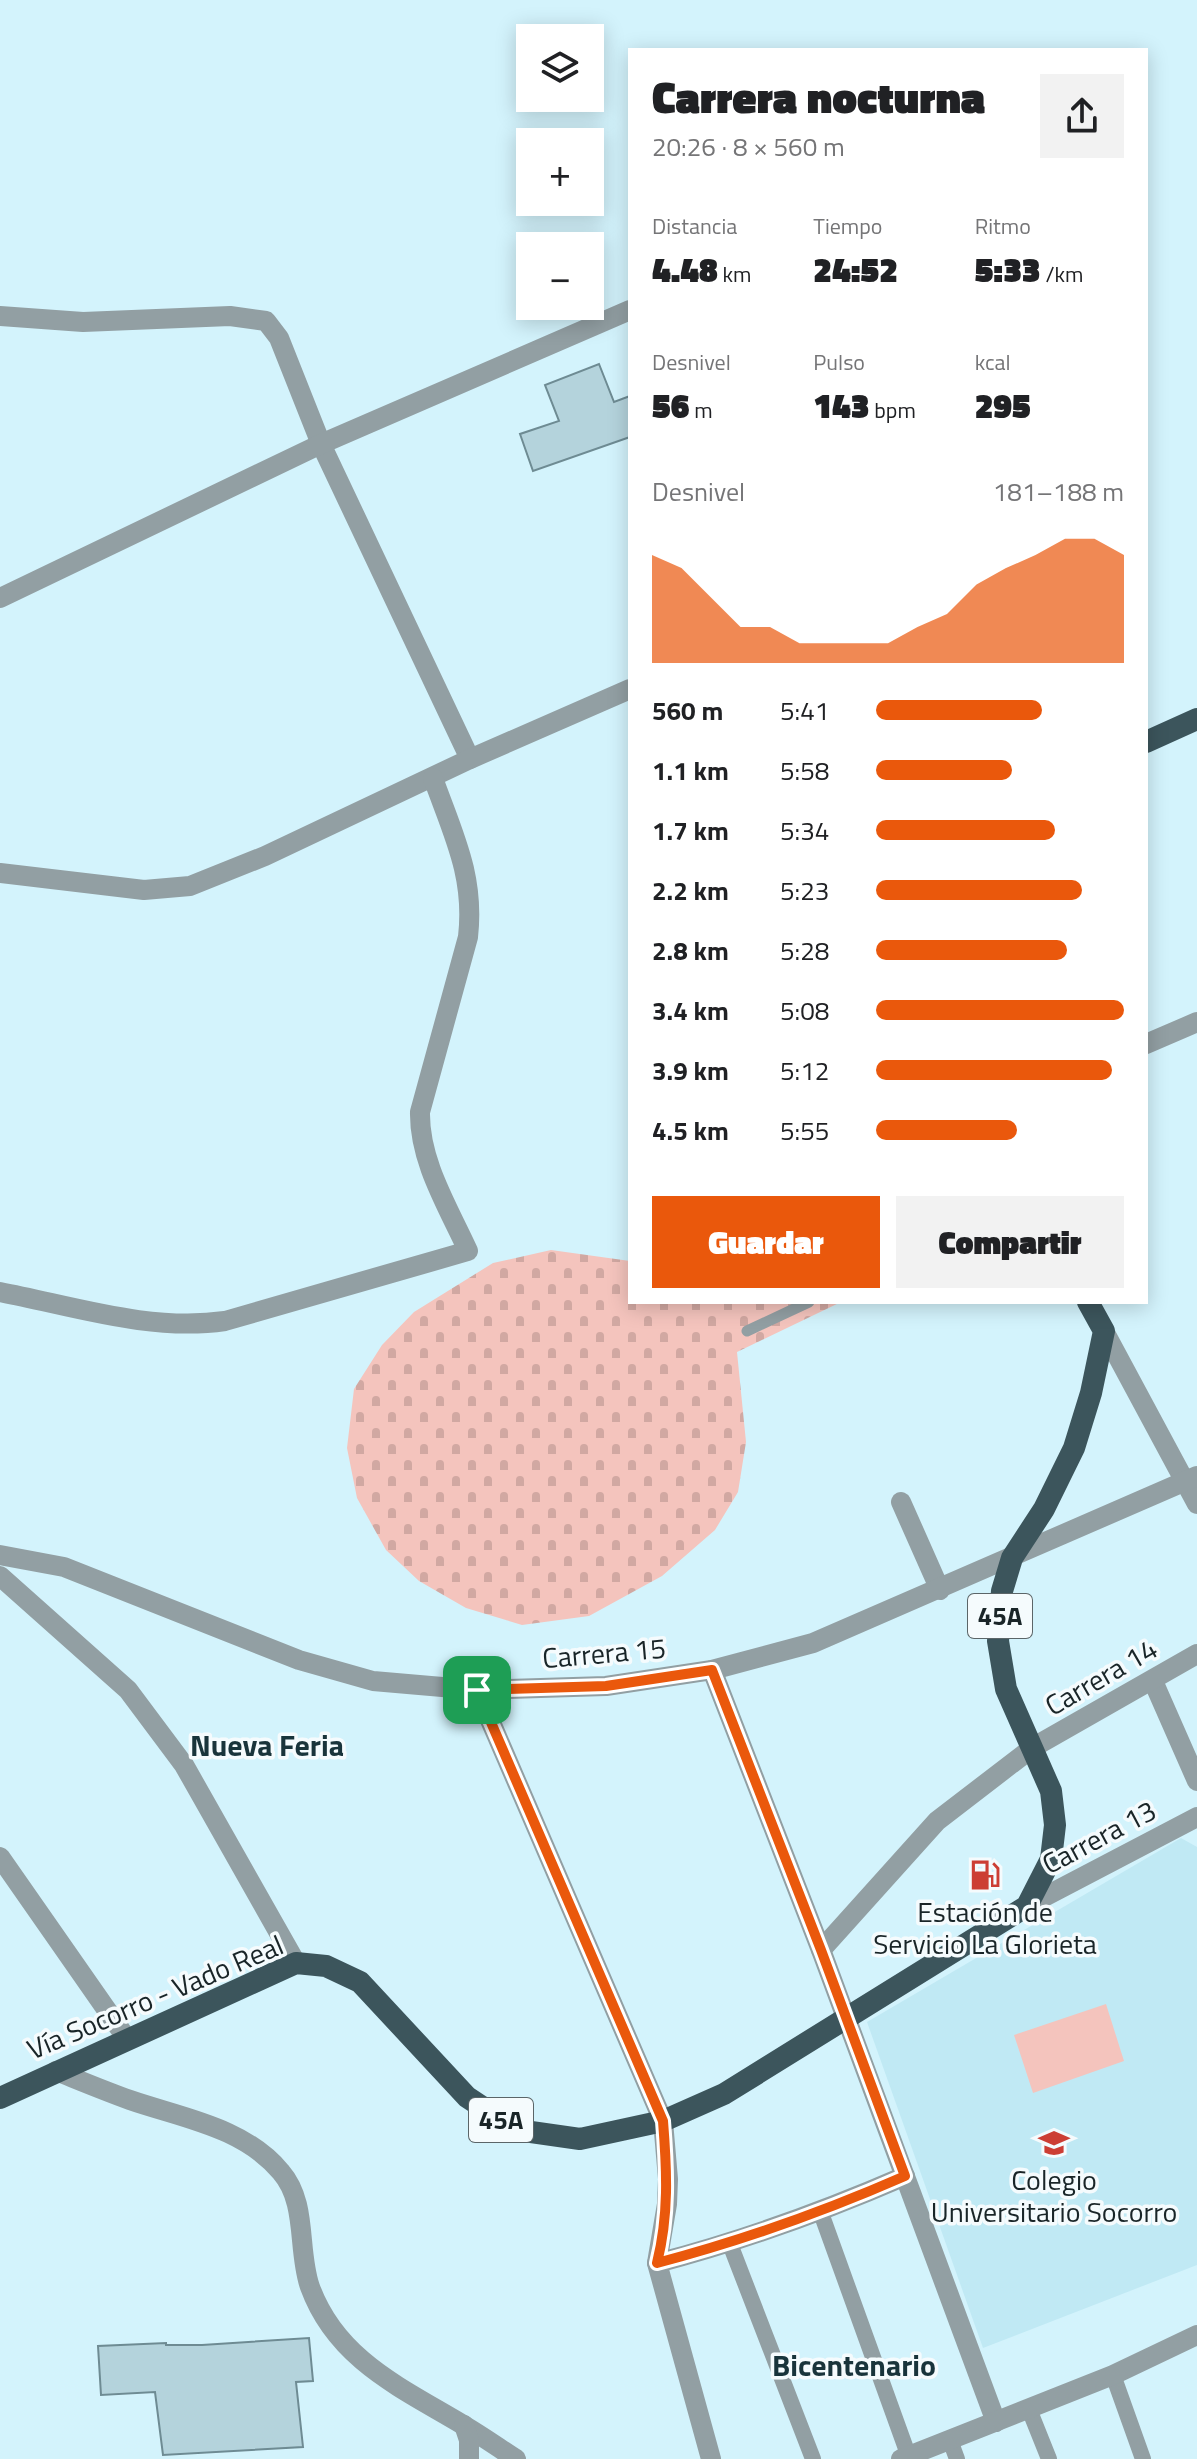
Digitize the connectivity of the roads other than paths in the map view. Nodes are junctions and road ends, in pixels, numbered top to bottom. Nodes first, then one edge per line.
1 (628, 311) edge
2 (0, 316) edge
3 (321, 444) junction
4 (0, 598) edge
5 (628, 690) edge
6 (1197, 719) edge
7 (1148, 741) edge
8 (470, 759) junction
9 (433, 778) junction
10 (0, 873) edge
11 (1197, 1022) edge
12 (1148, 1043) edge
13 (0, 1292) edge
14 (805, 1304) edge
15 (1089, 1304) edge
16 (747, 1331) dead end
17 (1104, 1331) junction
18 (1192, 1479) edge
19 (901, 1502) dead end
20 (1197, 1504) edge
21 (0, 1555) edge
22 (1012, 1558) junction
23 (0, 1576) edge
24 (940, 1590) junction
25 (1197, 1654) edge
26 (712, 1670) junction
27 (1153, 1681) junction
28 (477, 1690) junction
29 (1032, 1748) junction
30 (1197, 1781) edge
31 (1197, 1817) edge
32 (0, 1857) edge
33 (1027, 1906) junction
34 (821, 1950) junction
35 (296, 1963) junction
36 (846, 2017) junction
37 (127, 2039) junction
38 (56, 2071) junction
39 (0, 2098) edge
40 (663, 2121) junction
41 (905, 2176) junction
42 (821, 2213) junction
43 (730, 2244) junction
44 (657, 2263) junction
45 (1197, 2335) edge
46 (1113, 2375) junction
47 (1029, 2409) junction
48 (996, 2422) junction
49 (464, 2425) junction
50 (954, 2450) edge
51 (905, 2458) edge
52 (469, 2459) edge
53 (516, 2459) edge
54 (711, 2459) edge
55 (813, 2459) edge
56 (1049, 2459) edge
57 (1143, 2459) edge

1 - 3 street
2 - 3 street
3 - 4 street
3 - 8 street
5 - 8 street
6 - 7 highway
8 - 9 street
9 - 10 street
9 - 13 street
11 - 12 street
14 - 16 lane
15 - 17 highway
17 - 18 street
17 - 22 highway, 45A
18 - 20 street
18 - 22 street, Carrera 15
19 - 24 street
21 - 28 street, Carrera 15
22 - 24 street, Carrera 15
22 - 29 highway, 45A
23 - 35 street
24 - 26 street, Carrera 15
25 - 27 street, Carrera 14
26 - 28 street, Carrera 15
26 - 34 street
27 - 29 street, Carrera 14
27 - 30 street
28 - 40 street
29 - 33 highway, 45A
29 - 34 street, Carrera 14
31 - 33 street, Carrera 13
32 - 37 street
33 - 36 highway, Vía Socorro - Vado Real / 45A
34 - 36 street
35 - 37 highway, Vía Socorro - Vado Real
35 - 40 highway, Vía Socorro - Vado Real / 45A
36 - 40 highway, Vía Socorro - Vado Real / 45A
36 - 41 street
37 - 38 highway, Vía Socorro - Vado Real
38 - 39 highway, Vía Socorro - Vado Real
38 - 49 street
40 - 44 street
41 - 42 street
41 - 48 street
42 - 43 street
42 - 51 street
43 - 44 street
43 - 55 street
44 - 54 street
45 - 46 street
46 - 47 street
46 - 57 street
47 - 48 street
47 - 56 street
48 - 50 street
49 - 52 street
49 - 53 street
50 - 51 street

Task to complete: Collect the lines of the data that carry the word "dead".

Output:
16 (747, 1331) dead end
19 (901, 1502) dead end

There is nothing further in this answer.